This is not offered as a piece about “right language” and “wrong language”. It is clearly about language but it is really about choice- and the many choices we make whenever we use language to describe another person.
“Schizo”, “the schizo”, “a schizo”.
It is so very easy to download and repeat the terms we see and hear being used around us without thinking much, following-along, using the same language we find ourselves immersed in, subtly imposed upon us.
Like many others, this term dehumanizes any person we attach it to: any person upon whom we put this mark. Doing so removes consideration that they are a human being: they become non-human, nonbeing even.
We might not realize that it also dehumanizes us too. When we use terms like this, we make the mark that we put on others our mark. Our mark we put upon them. If we talk of wanting an end to “stigma” it’s worth asking where the mark – the “stigma” -comes from. “Stigma” begins when we choose to put our mark upon others.
Some people might be aware of the pain this can cause not just to an individual but to whole groups of people we might similarly mark, and instead try to offer a little more respect, use a few more words.
“but that’s so many words!”
but really, is it..?
And is it enough?
Each of these here is a real examples of language I heard people using both in a one-day workshop, and again a few days later in a gathering at a HV café.
It’s not my role to tell you which language is “right” or “wrong”, and I won’t do that. Because I don’t know.

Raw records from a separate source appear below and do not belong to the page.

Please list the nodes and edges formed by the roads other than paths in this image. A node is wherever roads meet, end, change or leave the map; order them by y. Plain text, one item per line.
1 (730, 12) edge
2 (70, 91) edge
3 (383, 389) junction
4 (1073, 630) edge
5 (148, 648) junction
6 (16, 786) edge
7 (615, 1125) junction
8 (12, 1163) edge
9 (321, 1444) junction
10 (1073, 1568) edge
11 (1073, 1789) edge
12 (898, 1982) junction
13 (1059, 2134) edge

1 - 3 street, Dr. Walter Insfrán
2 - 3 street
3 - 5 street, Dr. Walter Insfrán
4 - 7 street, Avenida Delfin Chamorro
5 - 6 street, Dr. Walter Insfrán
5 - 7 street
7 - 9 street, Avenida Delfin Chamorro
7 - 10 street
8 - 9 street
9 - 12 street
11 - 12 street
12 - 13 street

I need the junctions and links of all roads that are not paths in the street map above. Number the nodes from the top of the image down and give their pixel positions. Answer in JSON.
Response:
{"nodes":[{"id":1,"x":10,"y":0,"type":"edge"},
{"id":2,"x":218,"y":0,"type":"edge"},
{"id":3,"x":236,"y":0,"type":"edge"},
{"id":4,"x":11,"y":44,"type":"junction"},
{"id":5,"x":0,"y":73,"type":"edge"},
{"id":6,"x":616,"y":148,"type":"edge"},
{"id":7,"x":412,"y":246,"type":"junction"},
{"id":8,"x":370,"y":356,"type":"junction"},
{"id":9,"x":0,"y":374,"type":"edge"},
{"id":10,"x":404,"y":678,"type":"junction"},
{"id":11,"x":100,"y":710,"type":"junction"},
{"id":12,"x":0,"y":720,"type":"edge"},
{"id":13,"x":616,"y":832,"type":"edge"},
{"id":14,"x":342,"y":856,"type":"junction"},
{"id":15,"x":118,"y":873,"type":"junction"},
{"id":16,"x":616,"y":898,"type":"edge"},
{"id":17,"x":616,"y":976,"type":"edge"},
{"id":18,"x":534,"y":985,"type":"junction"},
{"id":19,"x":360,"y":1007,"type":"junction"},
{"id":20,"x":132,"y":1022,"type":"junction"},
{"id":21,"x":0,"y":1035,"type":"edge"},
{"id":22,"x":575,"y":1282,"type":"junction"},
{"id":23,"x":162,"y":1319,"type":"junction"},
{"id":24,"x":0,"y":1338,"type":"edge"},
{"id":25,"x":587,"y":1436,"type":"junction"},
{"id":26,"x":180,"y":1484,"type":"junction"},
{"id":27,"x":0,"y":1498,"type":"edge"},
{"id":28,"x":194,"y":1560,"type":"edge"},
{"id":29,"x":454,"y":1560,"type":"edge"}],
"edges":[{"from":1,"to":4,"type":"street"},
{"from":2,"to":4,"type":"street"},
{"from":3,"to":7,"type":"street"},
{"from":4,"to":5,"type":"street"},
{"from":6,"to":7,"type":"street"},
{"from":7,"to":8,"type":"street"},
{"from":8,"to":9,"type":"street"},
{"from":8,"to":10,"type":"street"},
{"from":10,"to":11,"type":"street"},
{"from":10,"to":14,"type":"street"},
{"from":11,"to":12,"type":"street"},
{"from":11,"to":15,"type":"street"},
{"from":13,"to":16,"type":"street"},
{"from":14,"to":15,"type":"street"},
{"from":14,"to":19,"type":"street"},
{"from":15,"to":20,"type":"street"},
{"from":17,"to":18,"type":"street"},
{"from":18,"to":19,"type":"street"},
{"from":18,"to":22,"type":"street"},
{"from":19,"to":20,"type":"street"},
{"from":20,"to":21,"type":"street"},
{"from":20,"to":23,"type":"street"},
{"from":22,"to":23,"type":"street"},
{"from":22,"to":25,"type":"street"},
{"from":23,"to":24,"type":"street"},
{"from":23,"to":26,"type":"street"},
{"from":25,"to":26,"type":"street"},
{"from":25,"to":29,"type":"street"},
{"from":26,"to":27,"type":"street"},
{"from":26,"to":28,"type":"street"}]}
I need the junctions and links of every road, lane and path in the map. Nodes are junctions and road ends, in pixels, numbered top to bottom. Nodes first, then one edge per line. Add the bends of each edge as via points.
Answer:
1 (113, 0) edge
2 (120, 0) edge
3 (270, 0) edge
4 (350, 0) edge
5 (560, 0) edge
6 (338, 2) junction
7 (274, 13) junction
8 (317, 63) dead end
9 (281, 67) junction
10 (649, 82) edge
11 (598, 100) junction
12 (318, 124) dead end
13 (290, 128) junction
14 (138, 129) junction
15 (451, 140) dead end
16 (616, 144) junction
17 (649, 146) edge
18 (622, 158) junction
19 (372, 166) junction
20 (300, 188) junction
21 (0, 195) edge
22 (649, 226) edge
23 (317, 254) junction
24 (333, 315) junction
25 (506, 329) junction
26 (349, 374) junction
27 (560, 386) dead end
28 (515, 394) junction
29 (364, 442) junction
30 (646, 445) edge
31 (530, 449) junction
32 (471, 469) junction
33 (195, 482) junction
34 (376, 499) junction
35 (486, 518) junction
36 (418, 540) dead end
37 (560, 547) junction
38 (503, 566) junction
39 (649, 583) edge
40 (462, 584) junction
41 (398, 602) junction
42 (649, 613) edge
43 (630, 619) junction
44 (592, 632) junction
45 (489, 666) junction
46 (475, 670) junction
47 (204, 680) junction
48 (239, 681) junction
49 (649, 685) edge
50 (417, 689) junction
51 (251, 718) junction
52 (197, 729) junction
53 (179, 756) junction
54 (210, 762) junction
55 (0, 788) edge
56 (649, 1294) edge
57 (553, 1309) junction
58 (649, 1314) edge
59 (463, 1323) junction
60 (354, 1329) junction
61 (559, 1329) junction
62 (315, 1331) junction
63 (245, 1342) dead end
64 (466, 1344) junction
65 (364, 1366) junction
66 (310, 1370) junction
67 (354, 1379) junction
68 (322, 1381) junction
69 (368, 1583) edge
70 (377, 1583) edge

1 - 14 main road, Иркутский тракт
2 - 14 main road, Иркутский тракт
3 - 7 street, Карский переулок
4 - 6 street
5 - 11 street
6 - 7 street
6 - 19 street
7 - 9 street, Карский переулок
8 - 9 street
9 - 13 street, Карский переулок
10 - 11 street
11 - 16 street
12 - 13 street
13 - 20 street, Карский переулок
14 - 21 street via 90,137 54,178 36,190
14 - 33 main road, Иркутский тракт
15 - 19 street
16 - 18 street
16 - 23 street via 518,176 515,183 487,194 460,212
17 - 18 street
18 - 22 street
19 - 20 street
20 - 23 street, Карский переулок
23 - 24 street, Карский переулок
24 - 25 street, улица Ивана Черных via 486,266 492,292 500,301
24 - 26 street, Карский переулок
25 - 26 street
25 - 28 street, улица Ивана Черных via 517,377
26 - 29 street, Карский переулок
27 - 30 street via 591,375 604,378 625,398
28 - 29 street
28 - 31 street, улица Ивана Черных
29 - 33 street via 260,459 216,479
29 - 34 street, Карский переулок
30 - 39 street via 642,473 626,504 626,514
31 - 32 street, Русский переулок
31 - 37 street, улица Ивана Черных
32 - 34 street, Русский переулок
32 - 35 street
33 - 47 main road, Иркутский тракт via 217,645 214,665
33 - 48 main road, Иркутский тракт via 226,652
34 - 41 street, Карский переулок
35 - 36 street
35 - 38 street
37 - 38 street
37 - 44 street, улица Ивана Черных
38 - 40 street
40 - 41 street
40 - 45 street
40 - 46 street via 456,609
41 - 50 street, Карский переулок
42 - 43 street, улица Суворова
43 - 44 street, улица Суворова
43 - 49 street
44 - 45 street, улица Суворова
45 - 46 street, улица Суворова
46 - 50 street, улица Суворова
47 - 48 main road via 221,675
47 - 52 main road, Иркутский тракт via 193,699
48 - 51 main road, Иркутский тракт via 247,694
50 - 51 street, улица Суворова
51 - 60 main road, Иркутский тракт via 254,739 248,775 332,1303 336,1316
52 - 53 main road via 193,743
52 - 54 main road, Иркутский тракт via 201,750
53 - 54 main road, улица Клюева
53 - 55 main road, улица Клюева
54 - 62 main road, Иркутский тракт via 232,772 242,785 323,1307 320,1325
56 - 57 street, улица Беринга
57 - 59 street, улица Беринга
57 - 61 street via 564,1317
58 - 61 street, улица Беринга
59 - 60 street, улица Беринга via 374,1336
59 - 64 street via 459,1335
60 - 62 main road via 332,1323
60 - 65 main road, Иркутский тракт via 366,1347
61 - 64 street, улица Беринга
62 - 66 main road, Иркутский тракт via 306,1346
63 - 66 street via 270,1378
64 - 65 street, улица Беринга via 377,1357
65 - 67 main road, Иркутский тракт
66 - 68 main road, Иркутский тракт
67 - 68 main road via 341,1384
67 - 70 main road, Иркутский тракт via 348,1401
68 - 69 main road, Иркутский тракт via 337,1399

I will offer this observation: it seems to me that each subsequent example here offers the person being described a little more dignity, a little more space in which to be human, a little more generosity on the part of the person choosing their language, a little more willingness to hold open connection with another human being. Maybe because each subsequent example creates a little more space between the person and the term we use to describe them and the difficulty they are experiencing in the world.
Each also invites us to approach the person being described in a different way, reminds us we can understand a little more, can be more curious about what it is the other person is experiencing, reminds us that we can be more supportive, reminds us we can be more human.
I believe we each have the same right to name our world, to name ourselves in whatever terms we choose. I’m learning how, when it comes to naming others, it pays to be as respectful, to offer as much respect as we can.